::: Dataset content :::

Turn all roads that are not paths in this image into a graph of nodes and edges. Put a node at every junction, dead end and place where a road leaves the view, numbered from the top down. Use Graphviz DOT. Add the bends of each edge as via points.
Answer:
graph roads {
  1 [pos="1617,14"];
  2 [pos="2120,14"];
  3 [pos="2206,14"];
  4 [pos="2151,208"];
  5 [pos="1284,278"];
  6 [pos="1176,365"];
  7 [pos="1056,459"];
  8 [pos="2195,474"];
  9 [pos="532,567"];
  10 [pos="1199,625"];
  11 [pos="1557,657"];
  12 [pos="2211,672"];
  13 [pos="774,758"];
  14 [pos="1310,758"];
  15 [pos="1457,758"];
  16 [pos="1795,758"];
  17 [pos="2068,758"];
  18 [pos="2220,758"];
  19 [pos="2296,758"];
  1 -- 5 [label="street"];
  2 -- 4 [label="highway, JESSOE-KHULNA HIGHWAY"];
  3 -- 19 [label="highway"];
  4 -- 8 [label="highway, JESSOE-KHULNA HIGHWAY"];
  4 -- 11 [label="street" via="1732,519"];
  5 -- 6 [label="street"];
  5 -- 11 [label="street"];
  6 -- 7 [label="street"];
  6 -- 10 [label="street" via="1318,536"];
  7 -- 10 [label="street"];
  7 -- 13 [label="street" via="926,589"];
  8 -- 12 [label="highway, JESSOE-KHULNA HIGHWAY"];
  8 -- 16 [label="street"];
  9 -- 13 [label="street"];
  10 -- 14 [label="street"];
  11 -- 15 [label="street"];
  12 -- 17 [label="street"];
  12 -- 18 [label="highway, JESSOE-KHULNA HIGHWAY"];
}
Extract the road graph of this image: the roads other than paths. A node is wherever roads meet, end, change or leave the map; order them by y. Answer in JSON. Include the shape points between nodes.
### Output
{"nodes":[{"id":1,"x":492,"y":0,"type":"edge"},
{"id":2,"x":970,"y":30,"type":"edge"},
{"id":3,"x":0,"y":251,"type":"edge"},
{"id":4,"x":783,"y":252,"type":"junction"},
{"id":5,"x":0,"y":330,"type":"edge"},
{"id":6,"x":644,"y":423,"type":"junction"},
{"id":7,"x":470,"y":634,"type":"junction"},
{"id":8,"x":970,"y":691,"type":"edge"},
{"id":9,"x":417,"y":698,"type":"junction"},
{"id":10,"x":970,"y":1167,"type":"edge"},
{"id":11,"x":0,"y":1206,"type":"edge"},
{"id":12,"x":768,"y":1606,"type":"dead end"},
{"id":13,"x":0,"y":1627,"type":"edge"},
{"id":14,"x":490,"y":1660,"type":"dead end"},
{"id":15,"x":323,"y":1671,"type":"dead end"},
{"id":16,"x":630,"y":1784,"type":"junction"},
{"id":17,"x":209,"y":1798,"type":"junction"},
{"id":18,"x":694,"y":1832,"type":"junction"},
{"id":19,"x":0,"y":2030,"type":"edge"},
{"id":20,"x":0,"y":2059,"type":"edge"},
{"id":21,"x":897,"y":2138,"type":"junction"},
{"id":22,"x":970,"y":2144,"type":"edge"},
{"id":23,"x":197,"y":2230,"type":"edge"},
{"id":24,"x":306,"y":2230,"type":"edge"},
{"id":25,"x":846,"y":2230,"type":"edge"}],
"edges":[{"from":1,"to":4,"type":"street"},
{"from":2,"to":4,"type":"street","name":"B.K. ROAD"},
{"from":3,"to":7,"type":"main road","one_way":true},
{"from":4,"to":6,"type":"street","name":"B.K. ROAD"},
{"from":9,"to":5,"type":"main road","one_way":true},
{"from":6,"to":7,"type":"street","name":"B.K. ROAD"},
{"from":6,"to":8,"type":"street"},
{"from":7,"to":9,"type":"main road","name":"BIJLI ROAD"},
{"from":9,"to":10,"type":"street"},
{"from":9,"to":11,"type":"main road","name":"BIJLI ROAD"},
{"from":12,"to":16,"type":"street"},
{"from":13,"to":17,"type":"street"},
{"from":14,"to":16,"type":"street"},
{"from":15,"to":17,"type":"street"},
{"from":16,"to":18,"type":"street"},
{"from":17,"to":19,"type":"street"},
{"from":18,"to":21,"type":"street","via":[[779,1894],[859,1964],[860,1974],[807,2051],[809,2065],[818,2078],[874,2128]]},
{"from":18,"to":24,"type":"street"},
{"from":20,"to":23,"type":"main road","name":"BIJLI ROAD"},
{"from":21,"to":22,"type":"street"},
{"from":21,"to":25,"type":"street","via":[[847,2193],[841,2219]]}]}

:::

If a line of the records above contains the word "main", count it; give only the total.

5